Published: 08 October 2014
Author: Penny Savidis
Royal Commission looks to Tasmania as national debate on redress continues
The Royal Commission into Institutional Responses to Child Sexual Abuse will hold public hearings in Tasmania next month.
The hearings in Hobart on November 19 will focus on allegations of abuse at the Hutchins school in Sandy Bay and the Anglican Diocese of Tasmania.
Private sessions held earlier this year heard evidence of abuse at St Virgil's school in Hobart in the 1950s.
Abuse survivors interviewed on the ABC’s 7:30 Tasmania program last week urged others to come forward and tell their stories.
The Tasmanian hearings come as the Royal Commission continues to debate the design and implementation of a national redress scheme, which may include making ex-gratia payments and providing abuse survivors with health and counselling services.
Tasmania has significant experience with its own state-based redress scheme, the Abuse in State Care Review, which made $54 million dollars worth of ex-gratia payments to 1800 people between 2003 and 2013.

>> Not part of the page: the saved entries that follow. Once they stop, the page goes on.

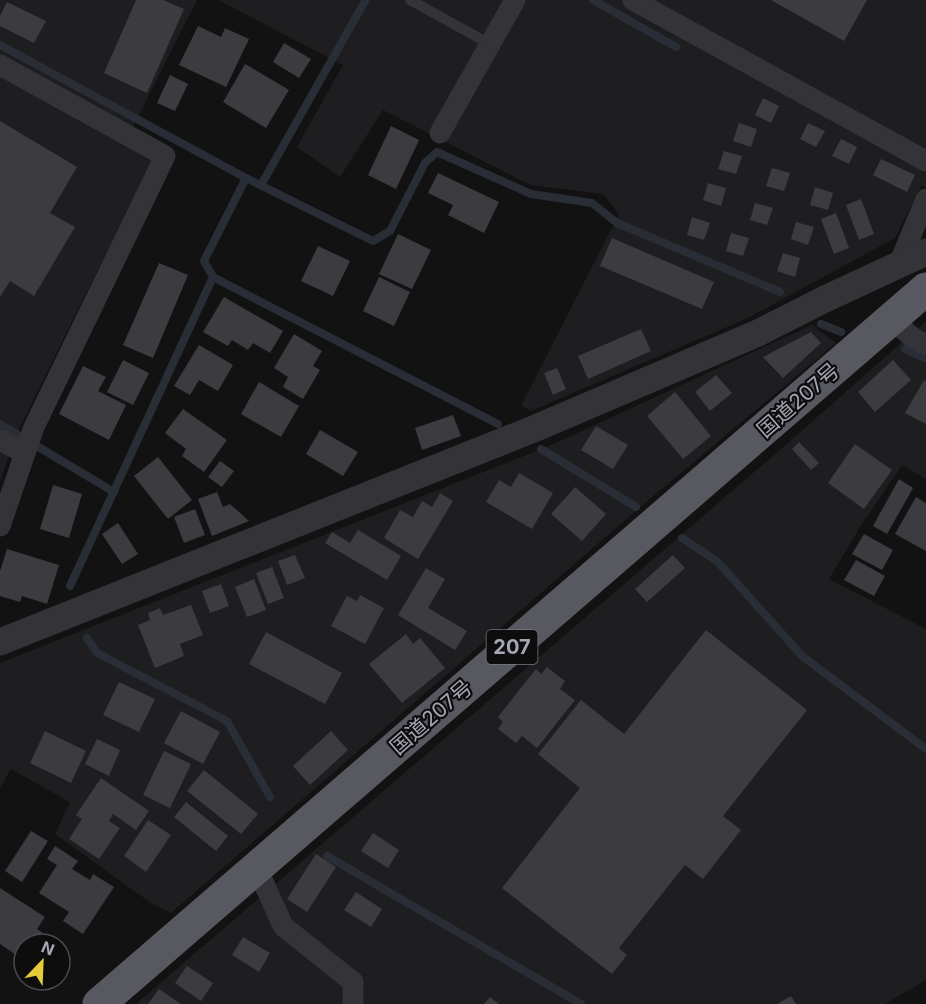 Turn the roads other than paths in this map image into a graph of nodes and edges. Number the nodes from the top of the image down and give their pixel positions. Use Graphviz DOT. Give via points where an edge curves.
graph roads {
  1 [pos="410,0"];
  2 [pos="515,0"];
  3 [pos="633,0"];
  4 [pos="490,44"];
  5 [pos="0,65"];
  6 [pos="440,133"];
  7 [pos="926,161"];
  8 [pos="926,199"];
  9 [pos="926,252"];
  10 [pos="899,264"];
  11 [pos="926,289"];
  12 [pos="892,319"];
  13 [pos="926,345"];
  14 [pos="0,440"];
  15 [pos="24,453"];
  16 [pos="0,526"];
  17 [pos="0,642"];
  18 [pos="257,868"];
  19 [pos="99,1004"];
  20 [pos="353,1004"];
  1 -- 4 [label="lane"];
  2 -- 4 [label="street"];
  3 -- 7 [label="street"];
  4 -- 6 [label="street"];
  5 -- 15 [label="street" via="165,156"];
  8 -- 10 [label="street"];
  9 -- 10 [label="street"];
  10 -- 17 [label="street" via="758,333 536,429"];
  11 -- 12 [label="highway, 国道207号 / 207"];
  12 -- 13 [label="street"];
  12 -- 18 [label="highway, 国道207号 / 207"];
  14 -- 15 [label="street"];
  15 -- 16 [label="street"];
  18 -- 19 [label="highway, 国道207号 / 207"];
  18 -- 20 [label="street" via="283,926 353,982"];
}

The life cycle of the redress scheme was divided into four rounds. For the first three rounds, the maximum payment was $60,000, while the fourth round was capped at $35 000.
The Tasmanian government says the significant number of payments means it wouldn’t be fair to expect Tasmania to contribute in the same way to a national redress fund.
In its submission to the Royal Commission’s issues paper on redress, the Tasmanian government says the state should not be further financially-burdened, when other states including Victoria and NSW, haven’t had their own redress schemes.
“[A national scheme] would seemingly reward those states that have not established redress schemes to date and penalise those majority of states that have made significant efforts to address past abuse in care” the government said.
“Tasmania has spent almost $55 million over the last ten years on its Abuse in State Care Review...it would be inequitable for Tasmania to be asked to contribute at the same level as church or non-government institutions that abused children and other states who have yet to establish such schemes”.
Running parallel to the Tasmanian redress scheme in 2007-2008 was a reparations process for members of the Stolen Generation, also an instrument of Tasmanian state legislation.
The Stolen Generations of Aboriginal Children Act 2006 (Tas) made $5 million dollar of ex gratia payments to people separated from their families as children. There was some overlap with people receiving money under the Abuse in State Care Review.
Nevertheless, the Tasmanian government says in the event a national redress scheme is established, much can be learned from the state’s experience, such as the importance of providing counselling and protocols for reporting criminal matters to police.